# Records provided
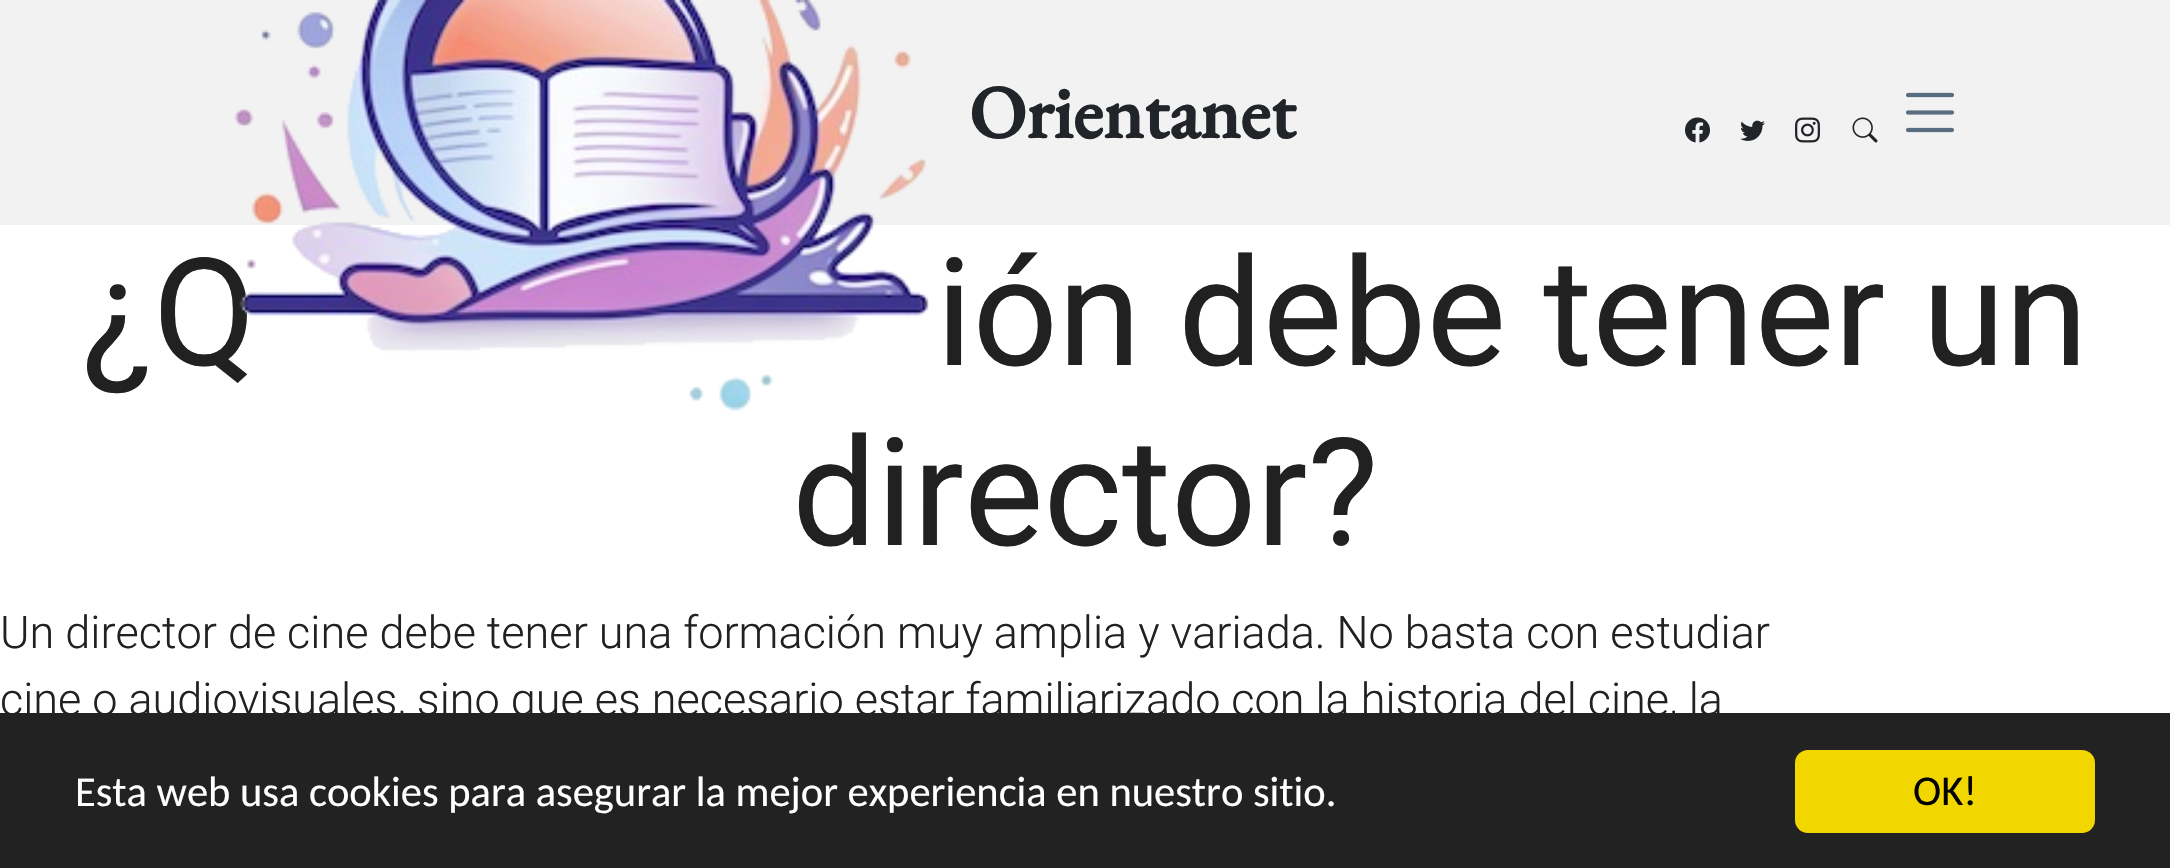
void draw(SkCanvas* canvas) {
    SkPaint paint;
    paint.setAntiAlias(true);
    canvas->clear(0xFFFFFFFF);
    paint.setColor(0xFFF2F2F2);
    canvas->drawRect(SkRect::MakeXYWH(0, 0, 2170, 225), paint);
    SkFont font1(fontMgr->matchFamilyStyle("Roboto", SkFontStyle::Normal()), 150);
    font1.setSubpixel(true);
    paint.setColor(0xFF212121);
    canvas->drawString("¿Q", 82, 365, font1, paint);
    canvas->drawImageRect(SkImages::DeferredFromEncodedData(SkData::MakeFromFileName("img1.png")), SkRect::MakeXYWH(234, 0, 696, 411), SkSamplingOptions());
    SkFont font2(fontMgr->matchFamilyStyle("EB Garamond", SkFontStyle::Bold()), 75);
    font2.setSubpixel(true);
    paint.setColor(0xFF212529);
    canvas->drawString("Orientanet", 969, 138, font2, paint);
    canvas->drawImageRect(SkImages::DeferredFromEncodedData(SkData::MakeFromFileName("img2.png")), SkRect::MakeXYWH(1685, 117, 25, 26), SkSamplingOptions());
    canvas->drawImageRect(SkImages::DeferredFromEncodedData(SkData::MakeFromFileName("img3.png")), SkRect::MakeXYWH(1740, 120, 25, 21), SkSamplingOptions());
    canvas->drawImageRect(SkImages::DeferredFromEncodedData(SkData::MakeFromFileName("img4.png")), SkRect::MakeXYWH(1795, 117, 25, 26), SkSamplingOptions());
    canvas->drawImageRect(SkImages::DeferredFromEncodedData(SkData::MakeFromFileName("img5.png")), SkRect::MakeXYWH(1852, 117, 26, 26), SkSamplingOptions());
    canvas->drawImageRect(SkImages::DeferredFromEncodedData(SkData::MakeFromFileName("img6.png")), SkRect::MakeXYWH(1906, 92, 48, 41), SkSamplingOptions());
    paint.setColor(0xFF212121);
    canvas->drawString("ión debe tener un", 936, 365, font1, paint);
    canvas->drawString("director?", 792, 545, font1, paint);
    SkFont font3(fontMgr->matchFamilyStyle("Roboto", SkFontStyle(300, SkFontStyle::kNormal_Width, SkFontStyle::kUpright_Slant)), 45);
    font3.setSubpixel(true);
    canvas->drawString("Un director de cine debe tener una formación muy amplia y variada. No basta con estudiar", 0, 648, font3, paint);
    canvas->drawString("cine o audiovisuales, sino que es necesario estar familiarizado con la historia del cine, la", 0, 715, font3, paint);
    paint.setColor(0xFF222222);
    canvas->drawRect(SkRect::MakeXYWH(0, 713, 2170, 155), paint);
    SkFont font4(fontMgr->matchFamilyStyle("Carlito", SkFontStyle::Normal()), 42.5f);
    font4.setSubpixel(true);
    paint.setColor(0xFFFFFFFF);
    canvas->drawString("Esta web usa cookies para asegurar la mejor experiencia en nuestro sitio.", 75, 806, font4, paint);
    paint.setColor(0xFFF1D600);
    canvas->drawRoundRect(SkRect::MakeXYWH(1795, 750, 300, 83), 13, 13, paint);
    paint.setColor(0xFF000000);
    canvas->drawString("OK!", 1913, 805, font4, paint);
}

# Problem details
Up to the line containing "SkFontStyle::kNormal_Width, SkFontStyle::kUpright_Slant)), 45);", skip everything; from that line through the last line above, return each line exactly.

# Answer to the exercise
    SkFont font3(fontMgr->matchFamilyStyle("Roboto", SkFontStyle(300, SkFontStyle::kNormal_Width, SkFontStyle::kUpright_Slant)), 45);
    font3.setSubpixel(true);
    canvas->drawString("Un director de cine debe tener una formación muy amplia y variada. No basta con estudiar", 0, 648, font3, paint);
    canvas->drawString("cine o audiovisuales, sino que es necesario estar familiarizado con la historia del cine, la", 0, 715, font3, paint);
    paint.setColor(0xFF222222);
    canvas->drawRect(SkRect::MakeXYWH(0, 713, 2170, 155), paint);
    SkFont font4(fontMgr->matchFamilyStyle("Carlito", SkFontStyle::Normal()), 42.5f);
    font4.setSubpixel(true);
    paint.setColor(0xFFFFFFFF);
    canvas->drawString("Esta web usa cookies para asegurar la mejor experiencia en nuestro sitio.", 75, 806, font4, paint);
    paint.setColor(0xFFF1D600);
    canvas->drawRoundRect(SkRect::MakeXYWH(1795, 750, 300, 83), 13, 13, paint);
    paint.setColor(0xFF000000);
    canvas->drawString("OK!", 1913, 805, font4, paint);
}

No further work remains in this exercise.